Fake poverty statistics are a popular tool among America’s critics, both internal and external. Warren Meyer has a great post on these misleading metrics, which seem to be presented with the utmost sincerity by their proponents. Or are they?
A mis-step in these calculations is in taking relativism to absurd lengths: Relative median incomes are of interest across countries, of course, or at any fixed percentile. But how about comparisons of incomes relative to median income across countries? As Meyer ably explains, that kind of comparison is not only meaningless but actually misleading. The chart at the top of this post is an example of what he means, taken from statistics published by the World Economic Forum (WEF):
“Relative child poverty is a metric based on the country’s median income — how many kids live in families with income that is X% of the median.
If you click on the source [WEF], the headline presents this as ‘These rich countries have high levels of child poverty.’ The implication is that the US has more child poverty than Latvia or Poland or Cyprus or Korea and only slightly less child poverty than Mexico and Turkey. But does it really mean this? No. This chart is a measure of income equality, NOT the absolute well-being of children.
Many of the countries ahead of the US are there not because their poor are well off, but because their median income is so much lower than ours. In fact, you will notice the lack of African and Asian countries in this. I will bet a lot of money that certain countries in Africa and Asia everyone knows to be dirt poor would beat out the US in this, thus making the bankruptcy of this metric obvious.
Take Denmark in the #1 spot. It looks like 20% more kids in the US live in poverty than in Denmark. But per the OECD, the US has a median income 41% higher than Denmark. So what it really means is the US has 20% more kids living under an income bar that is set 41% higher. How can this possibly have any meaning whatsoever, except to someone who wants to make the US look bad?”
So the metric seems designed to take advantage of the compression of incomes in poor countries to make them look better than they really are in terms of child poverty.

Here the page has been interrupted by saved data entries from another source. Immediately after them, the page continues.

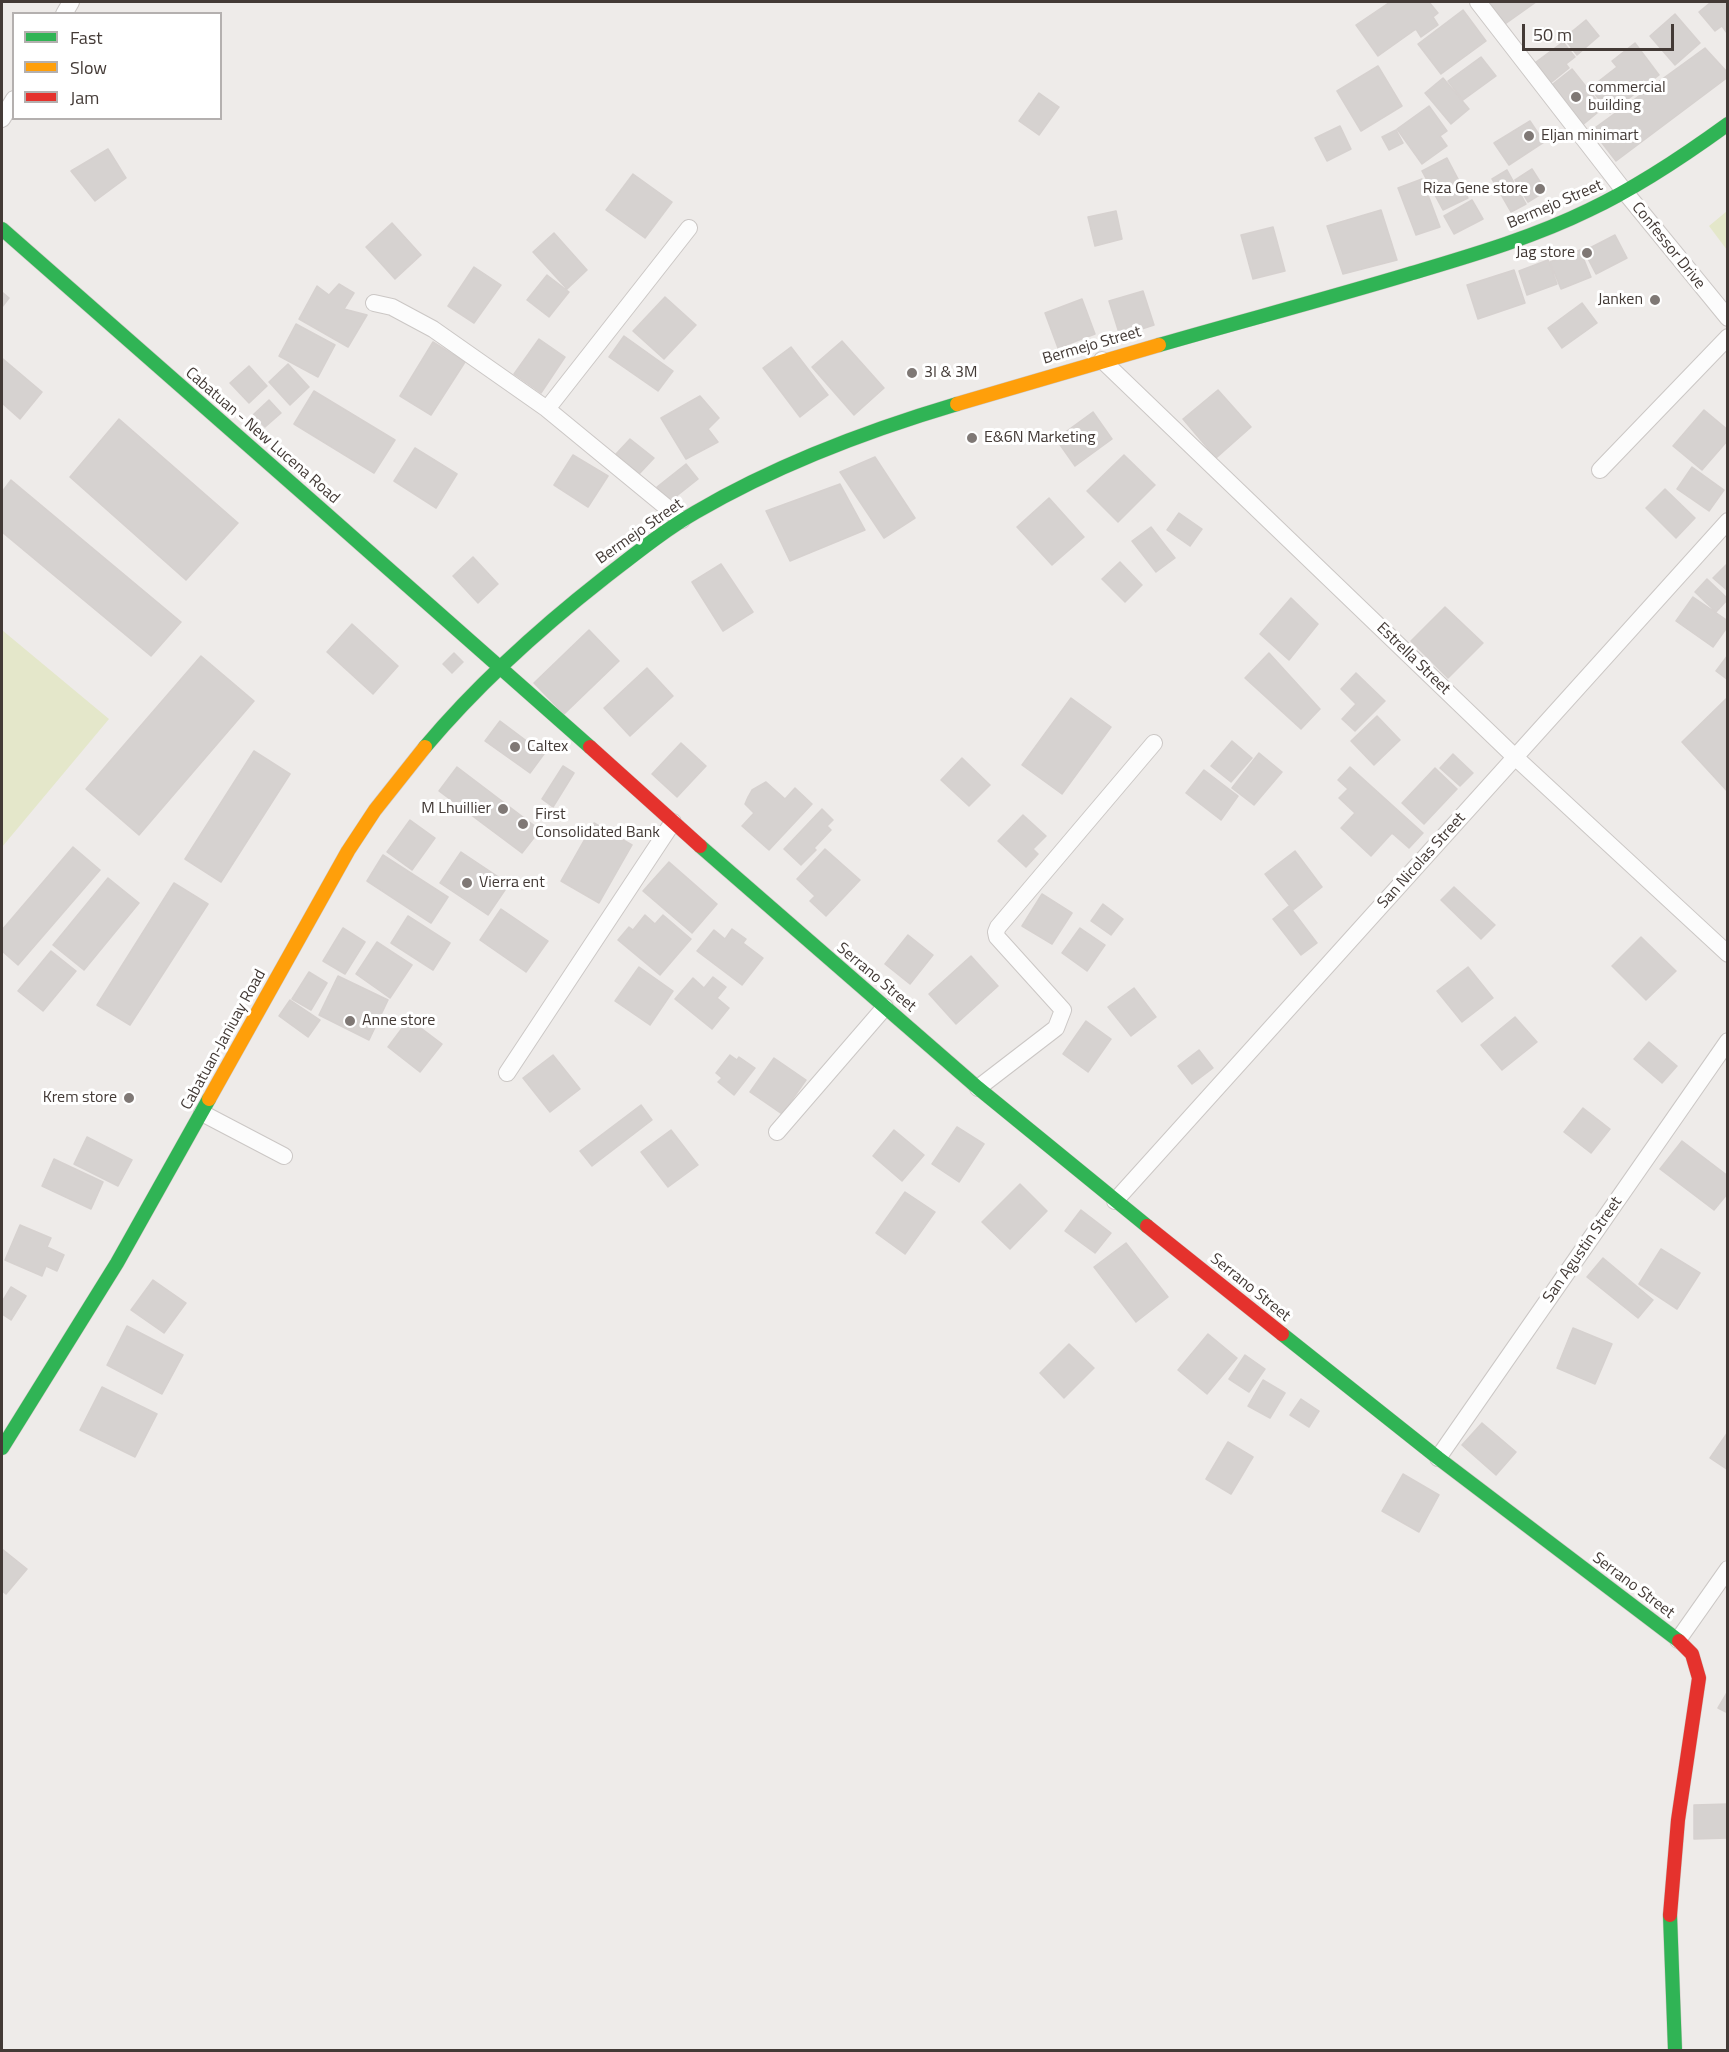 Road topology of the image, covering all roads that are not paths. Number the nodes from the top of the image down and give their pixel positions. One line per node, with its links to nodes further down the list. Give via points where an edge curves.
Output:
1 (1478, 2): 5 (street, Confessor Drive)
2 (12, 102): 3 (street)
3 (2, 119)
4 (1728, 124): 5 (main road, Bermejo Street)
5 (1625, 192): 9 (street, Confessor Drive); 11 (main road, Bermejo Street, via 1552,226 1473,254)
6 (689, 228): 12 (street)
7 (2, 229): 16 (main road, Cabatuan - New Lucena Road)
8 (374, 303): 12 (street, via 392,307 433,329)
9 (1728, 318)
10 (1728, 337): 13 (street)
11 (1102, 360): 14 (main road, Bermejo Street, via 847,440 787,465); 18 (street, Estrella Street)
12 (547, 409): 14 (street)
13 (1600, 470)
14 (682, 520): 16 (main road, Bermejo Street, via 540,629)
15 (1728, 521): 18 (street, San Nicolas Street)
16 (500, 667): 19 (main road, Serrano Street); 25 (main road, Cabatuan-Janiuay Road, via 435,733 375,807)
17 (1154, 743): 24 (street, via 998,927 997,937 1063,1010 1056,1028)
18 (1515, 757): 20 (street, Estrella Street); 28 (street, San Nicolas Street)
19 (673, 822): 21 (main road, Serrano Street); 23 (street)
20 (1728, 954)
21 (885, 1007): 24 (main road, Serrano Street); 26 (street)
22 (1728, 1041): 30 (street, San Agustin Street)
23 (507, 1073)
24 (978, 1088): 28 (main road, Serrano Street)
25 (202, 1113): 27 (street); 29 (main road, Cabatuan-Janiuay Road, via 117,1263)
26 (777, 1132)
27 (284, 1156)
28 (1115, 1201): 30 (main road, Serrano Street)
29 (2, 1448)
30 (1438, 1458): 32 (main road, Serrano Street)
31 (1728, 1569): 32 (street)
32 (1678, 1640): 33 (main road, Serrano Street, via 1692,1654 1699,1678 1678,1820 1670,1918)
33 (1675, 2050)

This is not an isolated example. Meyer offers other examples of distorted poverty statistics that would show 0% relative poverty if everyone earned exactly $1 per year! He also cites Census Bureau statistics showing roughly constant levels of poverty in the U.S. over 60 years while ignoring the impact of taxes and transfer payments. Correcting that “oversight” results in substantial declines in poverty.
Meyer closes with a postscript reminding us of the ongoing human progress in overcoming penury:
“Well, in 1820, 94 percent of the world’s population lived in extreme poverty (less than $1.90 per day adjusted for purchasing power). In 1990 this figure was 34.8 percent, and in 2015, just 9.6 percent. … In the last quarter century, more than 1.25 billion people escaped extreme poverty – that equates to over 138,000 people … being lifted out of poverty every day.
The credit goes to free market capitalism.